Effect of autoanalgesia on CNS enkephalin receptors.

Fear conditioning to foot shock (15 sec/day, 12 days) elicited autoanalgesia in 10 male (Sprague-Dawley) rats, while 17 non-shock control rats exhibited no analgesia as measured by the tail-flick assay. The binding of 3H-leu-enkephalin to synaptosomal preparations isolated from fear conditioned (experimental) and control animals was analyzed. At leu-enkephalin concentrations of 10(-9) M or less, both synaptosomal preparations demonstrated high affinity binding with dissociation constants on the order of 10(-10). Binding of leu-enkephalin could not be displaced by a hundred-fold excess of naloxone at leu-enkephalin concentrations less than 10(-9) M. However, the ability of naloxone to compete with leu-enkephalin for binding sites progressively increased at concentrations greater than 10(-9) M leu-enkephalin.
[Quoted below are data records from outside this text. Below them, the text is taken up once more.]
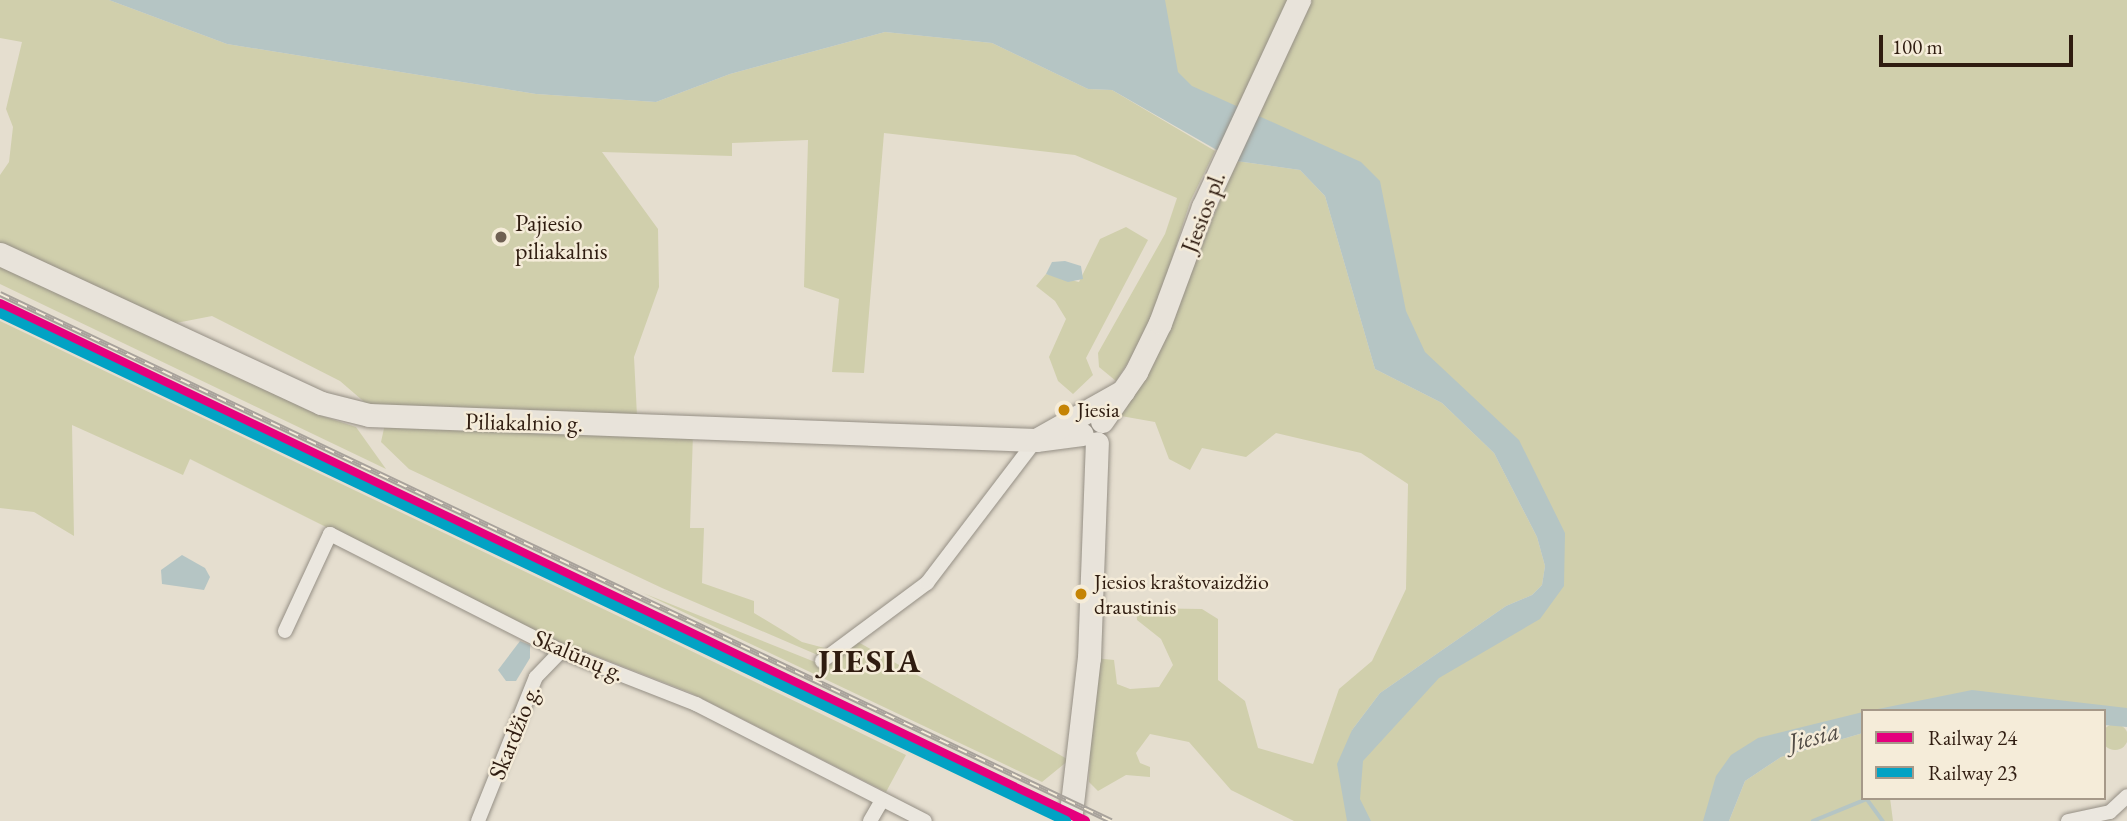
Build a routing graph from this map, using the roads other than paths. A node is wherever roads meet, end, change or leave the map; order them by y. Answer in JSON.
{"nodes":[{"id":1,"x":1299,"y":0,"type":"edge"},
{"id":2,"x":0,"y":254,"type":"edge"},
{"id":3,"x":1123,"y":391,"type":"junction"},
{"id":4,"x":1094,"y":433,"type":"junction"},
{"id":5,"x":1036,"y":440,"type":"junction"},
{"id":6,"x":285,"y":631,"type":"dead end"},
{"id":7,"x":561,"y":651,"type":"junction"},
{"id":8,"x":822,"y":661,"type":"dead end"},
{"id":9,"x":2127,"y":796,"type":"edge"},
{"id":10,"x":882,"y":800,"type":"junction"},
{"id":11,"x":478,"y":821,"type":"edge"},
{"id":12,"x":870,"y":821,"type":"edge"},
{"id":13,"x":925,"y":821,"type":"edge"},
{"id":14,"x":1070,"y":821,"type":"edge"},
{"id":15,"x":2068,"y":821,"type":"edge"}],
"edges":[{"from":1,"to":3,"type":"main road","name":"Jiesios pl."},
{"from":2,"to":5,"type":"main road","name":"Piliakalnio g."},
{"from":3,"to":4,"type":"main road","name":"Jiesios pl."},
{"from":3,"to":5,"type":"main road"},
{"from":4,"to":5,"type":"main road","name":"Piliakalnio g."},
{"from":4,"to":14,"type":"main road"},
{"from":5,"to":8,"type":"street"},
{"from":6,"to":7,"type":"street","name":"Skalūnų g."},
{"from":7,"to":10,"type":"street","name":"Skalūnų g."},
{"from":7,"to":11,"type":"street","name":"Skardžio g."},
{"from":9,"to":15,"type":"street"},
{"from":10,"to":12,"type":"street"},
{"from":10,"to":13,"type":"street","name":"Skalūnų g."}]}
At these ligand concentrations, the competition of naloxone for leu-enkephalin binding sites was more dramatic in the control than in the experimental animals. These data support the existence of two classes of receptors for leu-enkephalin, one of which is not blocked by opiate antagonists. Furthermore, changes in binding capacity associated with autoanalgesia produced by conditioned fear are consistent with the hypothesis of endogenous release of opiate-like peptides in response to stress.